KI braucht Kontext, klare Anweisungen und strukturierte ­Eingaben.

SBZ: Was bedeutet das konkret für die Mitarbeiterführung?

Moortz: Arbeitgeber glauben oft, es liegt an der Belastung – doch was Menschen wirklich vertreibt, sind fehlende Klarheit und mangelnde Strukturen. KI kann diese Strukturen schaffen und Klarheit bringen. Die neuen KI-Modelle sind wie ein eingespieltes Team: Einer redet, einer schaut, einer denkt nach – und einer fängt schon mal an. So werden auch die Arbeitsplätze: multimodal, vernetzt, aber immer mit dem Menschen als Chef.

SBZ: Welche Ansätze empfiehlst du Handwerksbetrieben für den Einstieg?

Moortz: Drei kritische Erfolgsfaktoren: Erstens, eigene Daten als Wettbewerbsvorteil nutzen. Wer seine Daten strukturiert und der KI zur Verfügung stellt, bekommt maßgeschneiderte Lösungen. Zweitens, Prozesse beherrschen vor Auto­matisierung. Was du nicht beherrschst, kann die KI auch nicht können. Drittens, Integration statt Isolation. KI muss in bestehende Systeme integriert werden.

SBZ: Hast du ein Beispiel für den ersten Schritt?

Moortz: Ja! Fang mit dem an, was regelmäßig nervt. Angebotserstellung, Rechnungsprüfung, Baustellenberichte – alles, was Zeit kostet, aber standardisierbar ist. KI und Prozessautomatisation sind nicht die Zukunft – sondern jetzt dein Vorsprung. Wer wartet, bis alle anderen angefangen haben, hat schon verloren.

SBZ: Wenn du in die Zukunft blickst, wo steht das SHK-Handwerk in zehn Jahren?

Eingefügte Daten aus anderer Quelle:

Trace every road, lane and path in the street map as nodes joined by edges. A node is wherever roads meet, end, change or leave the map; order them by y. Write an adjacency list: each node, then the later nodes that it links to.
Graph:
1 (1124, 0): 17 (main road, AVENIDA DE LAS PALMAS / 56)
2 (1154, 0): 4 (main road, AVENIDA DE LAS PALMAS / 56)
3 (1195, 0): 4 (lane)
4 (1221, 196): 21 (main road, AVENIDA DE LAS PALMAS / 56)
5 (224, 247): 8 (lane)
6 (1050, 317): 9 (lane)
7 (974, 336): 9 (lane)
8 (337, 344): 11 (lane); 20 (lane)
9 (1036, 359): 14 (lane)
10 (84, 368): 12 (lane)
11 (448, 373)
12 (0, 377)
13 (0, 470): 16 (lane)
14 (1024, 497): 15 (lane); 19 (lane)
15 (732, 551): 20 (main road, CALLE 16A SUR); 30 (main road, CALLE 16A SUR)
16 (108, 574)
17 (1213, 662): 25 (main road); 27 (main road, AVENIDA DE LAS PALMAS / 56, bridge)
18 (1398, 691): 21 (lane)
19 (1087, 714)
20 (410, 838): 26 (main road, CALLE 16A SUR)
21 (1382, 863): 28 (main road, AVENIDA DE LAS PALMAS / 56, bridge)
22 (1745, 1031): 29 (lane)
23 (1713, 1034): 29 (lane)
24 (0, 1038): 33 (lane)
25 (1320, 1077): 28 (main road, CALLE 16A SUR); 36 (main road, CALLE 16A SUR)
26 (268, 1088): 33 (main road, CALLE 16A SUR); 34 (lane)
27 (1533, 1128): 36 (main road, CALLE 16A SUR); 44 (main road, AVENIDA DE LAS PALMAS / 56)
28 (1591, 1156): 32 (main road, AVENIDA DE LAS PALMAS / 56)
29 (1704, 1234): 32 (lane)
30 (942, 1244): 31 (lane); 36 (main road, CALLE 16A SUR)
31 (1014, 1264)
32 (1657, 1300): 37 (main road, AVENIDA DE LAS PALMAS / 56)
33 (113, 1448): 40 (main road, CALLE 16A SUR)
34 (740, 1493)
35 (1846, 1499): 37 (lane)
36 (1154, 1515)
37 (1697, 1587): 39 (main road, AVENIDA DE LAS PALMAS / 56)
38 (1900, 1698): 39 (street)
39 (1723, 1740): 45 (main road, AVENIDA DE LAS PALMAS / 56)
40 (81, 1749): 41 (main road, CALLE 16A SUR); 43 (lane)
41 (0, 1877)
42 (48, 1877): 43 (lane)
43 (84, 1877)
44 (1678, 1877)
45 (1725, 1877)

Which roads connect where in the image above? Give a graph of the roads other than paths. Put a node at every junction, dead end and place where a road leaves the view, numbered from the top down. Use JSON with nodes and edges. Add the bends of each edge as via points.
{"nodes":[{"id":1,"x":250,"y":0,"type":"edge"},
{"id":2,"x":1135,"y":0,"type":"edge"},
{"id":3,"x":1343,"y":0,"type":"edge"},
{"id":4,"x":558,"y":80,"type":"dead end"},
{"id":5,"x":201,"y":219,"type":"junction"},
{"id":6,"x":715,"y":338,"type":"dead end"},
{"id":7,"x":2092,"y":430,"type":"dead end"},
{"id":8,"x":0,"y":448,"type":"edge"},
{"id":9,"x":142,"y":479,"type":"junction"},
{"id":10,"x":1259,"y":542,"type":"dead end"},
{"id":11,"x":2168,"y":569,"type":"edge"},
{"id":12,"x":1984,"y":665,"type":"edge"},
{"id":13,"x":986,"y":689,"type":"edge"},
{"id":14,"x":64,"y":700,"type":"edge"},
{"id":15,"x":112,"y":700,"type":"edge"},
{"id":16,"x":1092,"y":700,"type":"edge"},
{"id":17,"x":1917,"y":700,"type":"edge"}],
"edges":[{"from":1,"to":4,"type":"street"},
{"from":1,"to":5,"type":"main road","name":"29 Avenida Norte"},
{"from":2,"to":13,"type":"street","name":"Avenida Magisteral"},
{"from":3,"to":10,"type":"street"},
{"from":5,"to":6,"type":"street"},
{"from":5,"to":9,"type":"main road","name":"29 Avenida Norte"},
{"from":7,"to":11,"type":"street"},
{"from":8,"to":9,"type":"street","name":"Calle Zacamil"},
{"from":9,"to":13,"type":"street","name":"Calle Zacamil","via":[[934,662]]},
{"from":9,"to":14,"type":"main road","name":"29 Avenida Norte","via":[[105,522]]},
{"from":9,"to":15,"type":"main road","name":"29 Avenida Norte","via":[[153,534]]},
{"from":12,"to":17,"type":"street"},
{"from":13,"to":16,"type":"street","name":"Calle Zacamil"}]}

Moortz: Vom Feuer über den Computer bis zur KI – jede Technologie hat uns erweitert, nicht ersetzt. KI ist der nächste logische Schritt: Sie erweitert unser Denken, unsere Kreativität, unsere Problemlösungsfähigkeit. Die Chance liegt jetzt vor uns. Wer sie nutzt, wird in zehn Jahren nicht mehr verstehen, wie es früher ohne KI ging. Wer sie verpasst, wird sich fragen, warum die Konkurrenz plötzlich so viel effizienter ist. Die Evolution wartet nicht. Sie findet statt – mit oder ohne uns.

SBZ: Thorsten, vielen Dank für dieses lange Gespräch und die praktischen Einblicke in die KI-­Zukunft des Handwerks.

Moortz: Sehr gerne! Und denk daran: Digitalisierung heißt nicht mehr Technik – sondern weniger Stress.